Again, Terracotta takes a problem that should be simple but is hard in a distributed context and reduces it back to the familiar simplicity of a plain Java program.
The second thing I like about Mark's use-case is a side effect of Terracotta hiding the complexity of distributed computing: the architecture works just as well in a single JVM as it does across many JVMs. Removing infrastructure concerns from application code makes working on that application so much easier. Terracotta lets you work at the unit level without having to struggle with setting up a distributed computing environment.
If you were using a database, for example, to coordinate this message activity, you would be forced to run that database in order to work on a unit-level feature. Using Terracotta to take care of infrastructure concerns lets you work on a unit-level with Terracotta off so you can express the problem in pure Java. We've had users remove as much as 30% of their application code by switching to Terracotta.

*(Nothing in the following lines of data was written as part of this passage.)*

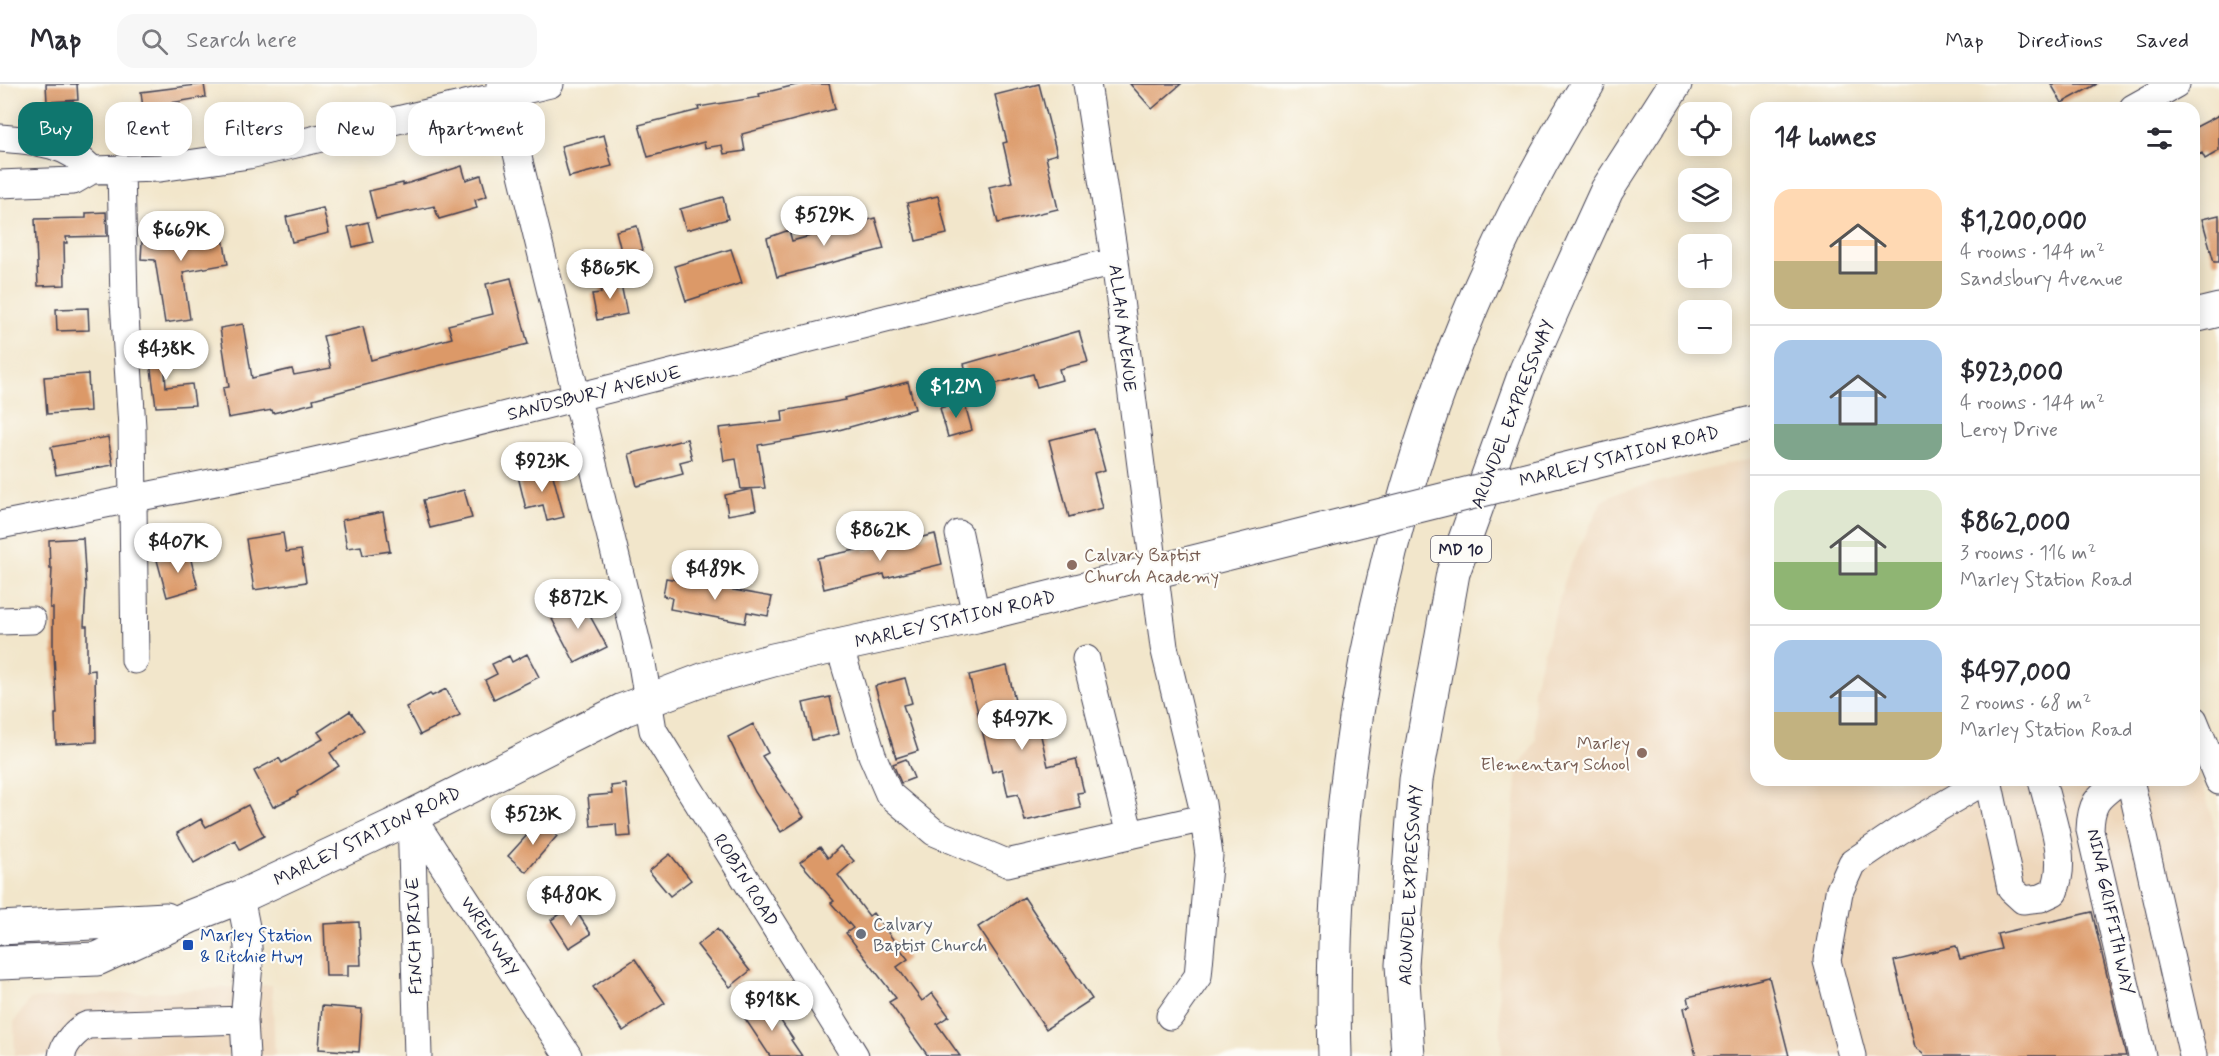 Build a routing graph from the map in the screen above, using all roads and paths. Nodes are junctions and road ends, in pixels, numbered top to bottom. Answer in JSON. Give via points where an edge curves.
{"nodes":[{"id":1,"x":550,"y":84,"type":"edge"},
{"id":2,"x":1088,"y":84,"type":"edge"},
{"id":3,"x":1588,"y":84,"type":"edge"},
{"id":4,"x":1675,"y":84,"type":"edge"},
{"id":5,"x":2176,"y":84,"type":"edge"},
{"id":6,"x":501,"y":90,"type":"edge"},
{"id":7,"x":2144,"y":102,"type":"edge"},
{"id":8,"x":0,"y":138,"type":"edge"},
{"id":9,"x":92,"y":170,"type":"junction"},
{"id":10,"x":121,"y":170,"type":"junction"},
{"id":11,"x":0,"y":184,"type":"edge"},
{"id":12,"x":1115,"y":261,"type":"junction"},
{"id":13,"x":2219,"y":310,"type":"edge"},
{"id":14,"x":2200,"y":315,"type":"edge"},
{"id":15,"x":576,"y":398,"type":"junction"},
{"id":16,"x":1750,"y":423,"type":"edge"},
{"id":17,"x":133,"y":498,"type":"junction"},
{"id":18,"x":0,"y":525,"type":"edge"},
{"id":19,"x":959,"y":534,"type":"dead end"},
{"id":20,"x":1154,"y":573,"type":"junction"},
{"id":21,"x":976,"y":616,"type":"junction"},
{"id":22,"x":32,"y":620,"type":"dead end"},
{"id":23,"x":0,"y":621,"type":"edge"},
{"id":24,"x":839,"y":645,"type":"junction"},
{"id":25,"x":1086,"y":658,"type":"dead end"},
{"id":26,"x":135,"y":660,"type":"dead end"},
{"id":27,"x":648,"y":700,"type":"junction"},
{"id":28,"x":2200,"y":737,"type":"edge"},
{"id":29,"x":2219,"y":781,"type":"edge"},
{"id":30,"x":1977,"y":786,"type":"edge"},
{"id":31,"x":1988,"y":786,"type":"edge"},
{"id":32,"x":2043,"y":786,"type":"edge"},
{"id":33,"x":2113,"y":786,"type":"edge"},
{"id":34,"x":2131,"y":786,"type":"edge"},
{"id":35,"x":411,"y":816,"type":"junction"},
{"id":36,"x":1204,"y":818,"type":"junction"},
{"id":37,"x":1130,"y":835,"type":"junction"},
{"id":38,"x":240,"y":897,"type":"junction"},
{"id":39,"x":189,"y":917,"type":"junction"},
{"id":40,"x":0,"y":928,"type":"edge"},
{"id":41,"x":0,"y":963,"type":"edge"},
{"id":42,"x":1170,"y":1016,"type":"dead end"},
{"id":43,"x":244,"y":1020,"type":"junction"},
{"id":44,"x":62,"y":1056,"type":"edge"},
{"id":45,"x":246,"y":1056,"type":"edge"},
{"id":46,"x":418,"y":1056,"type":"edge"},
{"id":47,"x":568,"y":1056,"type":"edge"},
{"id":48,"x":855,"y":1056,"type":"edge"},
{"id":49,"x":1335,"y":1056,"type":"edge"},
{"id":50,"x":1408,"y":1056,"type":"edge"},
{"id":51,"x":1852,"y":1056,"type":"edge"},
{"id":52,"x":2142,"y":1056,"type":"edge"},
{"id":53,"x":2193,"y":1056,"type":"edge"}],
"edges":[{"from":1,"to":6,"type":"street"},
{"from":2,"to":12,"type":"street","name":"ALLAN AVENUE"},
{"from":3,"to":49,"type":"main road","via":[[1540,165],[1481,285],[1433,409],[1388,562],[1360,689],[1343,815]]},
{"from":4,"to":50,"type":"main road","name":"ARUNDEL EXPRESSWAY","number":"MD 10","via":[[1602,200],[1526,370],[1453,573],[1416,780],[1402,965]]},
{"from":5,"to":7,"type":"street"},
{"from":6,"to":10,"type":"street","via":[[249,155]]},
{"from":6,"to":15,"type":"street","name":"ROBIN ROAD"},
{"from":8,"to":9,"type":"street","via":[[24,139],[63,149],[80,157]]},
{"from":9,"to":10,"type":"street"},
{"from":9,"to":11,"type":"street","via":[[73,181]]},
{"from":10,"to":17,"type":"street"},
{"from":12,"to":15,"type":"street","name":"SANDSBURY AVENUE"},
{"from":12,"to":20,"type":"street","name":"ALLAN AVENUE"},
{"from":13,"to":14,"type":"main road"},
{"from":15,"to":17,"type":"street","name":"SANDSBURY AVENUE","via":[[388,445]]},
{"from":15,"to":27,"type":"street","name":"ROBIN ROAD"},
{"from":16,"to":20,"type":"main road","name":"MARLEY STATION ROAD","bridge":true},
{"from":17,"to":18,"type":"street","name":"SANDSBURY AVENUE"},
{"from":17,"to":26,"type":"street"},
{"from":19,"to":21,"type":"street"},
{"from":20,"to":21,"type":"main road","name":"MARLEY STATION ROAD"},
{"from":20,"to":36,"type":"street","name":"ALLAN AVENUE","via":[[1164,647]]},
{"from":21,"to":24,"type":"main road","name":"MARLEY STATION ROAD"},
{"from":22,"to":23,"type":"street"},
{"from":24,"to":27,"type":"main road","name":"MARLEY STATION ROAD","via":[[736,669]]},
{"from":24,"to":37,"type":"street","via":[[872,755],[889,794],[934,832],[1007,863]]},
{"from":25,"to":37,"type":"street"},
{"from":27,"to":35,"type":"main road","name":"MARLEY STATION ROAD"},
{"from":27,"to":48,"type":"street","name":"ROBIN ROAD","via":[[653,730]]},
{"from":28,"to":29,"type":"street"},
{"from":30,"to":51,"type":"street","via":[[1852,863],[1839,892],[1827,961]]},
{"from":31,"to":32,"type":"street","via":[[2011,889],[2023,900],[2054,892],[2060,878],[2061,861]]},
{"from":33,"to":52,"type":"street","name":"NINA GRIFFITH WAY","via":[[2099,797],[2091,811],[2090,830]]},
{"from":34,"to":53,"type":"street"},
{"from":35,"to":38,"type":"main road","name":"MARLEY STATION ROAD"},
{"from":35,"to":46,"type":"street","name":"FINCH DRIVE"},
{"from":35,"to":47,"type":"street","name":"WREN WAY"},
{"from":36,"to":37,"type":"street"},
{"from":36,"to":42,"type":"street","name":"ALLAN AVENUE","via":[[1209,855],[1198,976]]},
{"from":38,"to":39,"type":"main road","name":"MARLEY STATION ROAD"},
{"from":38,"to":43,"type":"street","via":[[249,964]]},
{"from":39,"to":40,"type":"main road","name":"MARLEY STATION ROAD"},
{"from":39,"to":41,"type":"main road","name":"MARLEY STATION ROAD","via":[[97,958]]},
{"from":43,"to":44,"type":"street","via":[[88,1025],[64,1046]]},
{"from":43,"to":45,"type":"street"}]}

This has a direct impact on code quality and developer productivity. Since there is a direct relationship between the number of lines of code and the number of bugs in an application, removing 30% of your application code should, at a stroke, remove a significant number of bugs. Developer productivity goes up because you don't have to spend time setting up and debugging interaction with databases and other fiddly parts of a distributed application environment just to work on a unit level feature. That gives you a lot more time to work on features.
By factoring out the infrastructure, Terracotta lets you truly work at the unit level and concentrate on getting the code logic right. To put it another (much more abstract) way, Terracotta lets you concentrate on semantics—on expressing what you mean—rather than on syntax—the mechanics underlying the expression.